Saul Steinberg created 85 covers and 642 internal drawings and illustrations for the magazine. His most famous work is probably its March 29, 1976, cover, an illustration most often referred to as "View of the World from 9th Avenue", sometimes referred to as "A Parochial New Yorker's View of the World" or "A New Yorker's View of the World", which depicts a map of the world as seen by self-absorbed New Yorkers.

The illustration is split in two, with the bottom half of the image showing Manhattan's 9th Avenue, 10th Avenue, and the Hudson River (appropriately labeled), and the top half depicting the rest of the world. The rest of the United States is the size of the three New York City blocks and is drawn as a square, with a thin brown strip along the Hudson representing "Jersey", the names of five cities (Los Angeles; Washington, D.C.; Las Vegas; Kansas City; and Chicago) and three states (Texas, Utah, and Nebraska) scattered among a few rocks for the United States beyond New Jersey. The Pacific Ocean, perhaps half again as wide as the Hudson, separates the United States from three flattened land masses labeled China, Japan and Russia.

The illustration—humorously depicting New Yorkers' self-image of their place in the world, or perhaps outsiders' view of New Yorkers' self-image—inspired many similar works, including the poster for the 1984 film Moscow on the Hudson; that movie poster led to a lawsuit, Steinberg v. Columbia Pictures Industries, Inc., 663 F. Supp. 706 (S.D.N.Y. 1987), which held that Columbia Pictures violated the copyright that Steinberg held on his work.
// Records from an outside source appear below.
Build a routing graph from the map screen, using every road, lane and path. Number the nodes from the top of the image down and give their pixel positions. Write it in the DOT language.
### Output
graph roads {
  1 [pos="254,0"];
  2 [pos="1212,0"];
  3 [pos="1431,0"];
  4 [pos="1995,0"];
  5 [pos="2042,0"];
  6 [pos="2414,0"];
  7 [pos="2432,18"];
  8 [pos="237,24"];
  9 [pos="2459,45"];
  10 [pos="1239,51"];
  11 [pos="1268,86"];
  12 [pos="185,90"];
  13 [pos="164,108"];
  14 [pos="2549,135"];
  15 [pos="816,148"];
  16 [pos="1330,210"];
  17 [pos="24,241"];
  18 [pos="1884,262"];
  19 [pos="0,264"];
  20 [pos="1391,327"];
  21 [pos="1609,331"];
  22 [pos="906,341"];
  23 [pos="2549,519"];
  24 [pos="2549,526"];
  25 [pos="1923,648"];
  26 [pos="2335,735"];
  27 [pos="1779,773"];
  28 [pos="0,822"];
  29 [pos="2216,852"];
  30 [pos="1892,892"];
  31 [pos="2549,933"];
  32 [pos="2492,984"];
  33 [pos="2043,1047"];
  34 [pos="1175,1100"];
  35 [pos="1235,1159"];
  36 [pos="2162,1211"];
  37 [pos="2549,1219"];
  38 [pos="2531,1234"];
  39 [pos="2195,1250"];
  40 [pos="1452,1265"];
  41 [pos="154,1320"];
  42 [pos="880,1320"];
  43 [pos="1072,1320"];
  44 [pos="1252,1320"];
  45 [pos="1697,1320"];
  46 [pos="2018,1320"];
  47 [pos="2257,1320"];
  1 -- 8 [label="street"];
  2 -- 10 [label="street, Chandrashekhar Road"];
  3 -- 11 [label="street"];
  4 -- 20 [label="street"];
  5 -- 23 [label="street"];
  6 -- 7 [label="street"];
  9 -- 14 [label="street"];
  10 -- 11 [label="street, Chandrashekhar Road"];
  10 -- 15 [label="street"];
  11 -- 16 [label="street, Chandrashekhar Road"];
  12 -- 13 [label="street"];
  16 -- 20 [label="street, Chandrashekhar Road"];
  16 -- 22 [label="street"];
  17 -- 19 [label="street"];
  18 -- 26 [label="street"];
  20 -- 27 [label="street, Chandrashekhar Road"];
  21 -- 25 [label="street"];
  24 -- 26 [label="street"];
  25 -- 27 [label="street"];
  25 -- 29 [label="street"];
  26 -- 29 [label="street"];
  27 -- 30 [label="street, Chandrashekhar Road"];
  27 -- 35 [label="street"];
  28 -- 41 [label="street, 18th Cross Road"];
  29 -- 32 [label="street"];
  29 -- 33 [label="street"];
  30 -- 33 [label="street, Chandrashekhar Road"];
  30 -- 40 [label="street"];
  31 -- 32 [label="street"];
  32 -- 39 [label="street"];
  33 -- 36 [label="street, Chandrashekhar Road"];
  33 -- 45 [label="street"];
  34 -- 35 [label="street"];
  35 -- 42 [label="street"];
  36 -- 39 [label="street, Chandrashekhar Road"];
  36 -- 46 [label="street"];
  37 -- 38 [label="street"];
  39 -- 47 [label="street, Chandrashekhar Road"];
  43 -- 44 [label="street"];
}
The cover was later satirized by Barry Blitt for the cover of The New Yorker on October 6, 2008. The cover featured Sarah Palin looking out of her window seeing only Alaska, with Russia in the far background.

The March 21, 2009, cover of The Economist, "How China sees the World", is also an homage to the original image, depicting the viewpoint from Beijing's Chang'an Avenue instead of Manhattan.

9/11 
Hired by Tina Brown in 1992, Art Spiegelman worked for The New Yorker for ten years but resigned a few months after the September 11 terrorist attacks. The cover created by Françoise Mouly and Spiegelman for the September 24, 2001, issue of The New Yorker received wide acclaim and was voted as being among the top ten magazine covers of the past 40 years by the American Society of Magazine Editors, which commented:

At first glance, the cover appears to be totally black, but upon close examination it reveals the silhouettes of the World Trade Center towers in a slightly darker shade of black. In some situations, the ghost images become visible only when the magazine is tilted toward a light source. In September 2004, Spiegelman reprised the image on the cover of his book In the Shadow of No Towers, in which he relates his experience of the Twin Towers attack and the psychological after-effects.

"New Yorkistan" 

In the December 2001 issue, the magazine printed a cover by Maira Kalman and Rick Meyerowitz showing a map of New York in which various neighborhoods were labeled with humorous names reminiscent of Middle Eastern and Central Asian place names and referencing the neighborhood's real name or characteristics (e.g., "Fuhgeddabouditstan", "Botoxia"). The cover had some cultural resonance in the wake of September 11, and became a popular print and poster.

Controversial covers

Crown Heights in 1993 
For the 1993 Valentine's Day issue, the magazine cover by Art Spiegelman depicted a black woman and a Hasidic Jewish man kissing, referencing the Crown Heights riot of 1991. The cover was criticized by both black and Jewish observers. Jack Salzman and Cornel West describe the reaction to the cover as the magazine's "first national controversy".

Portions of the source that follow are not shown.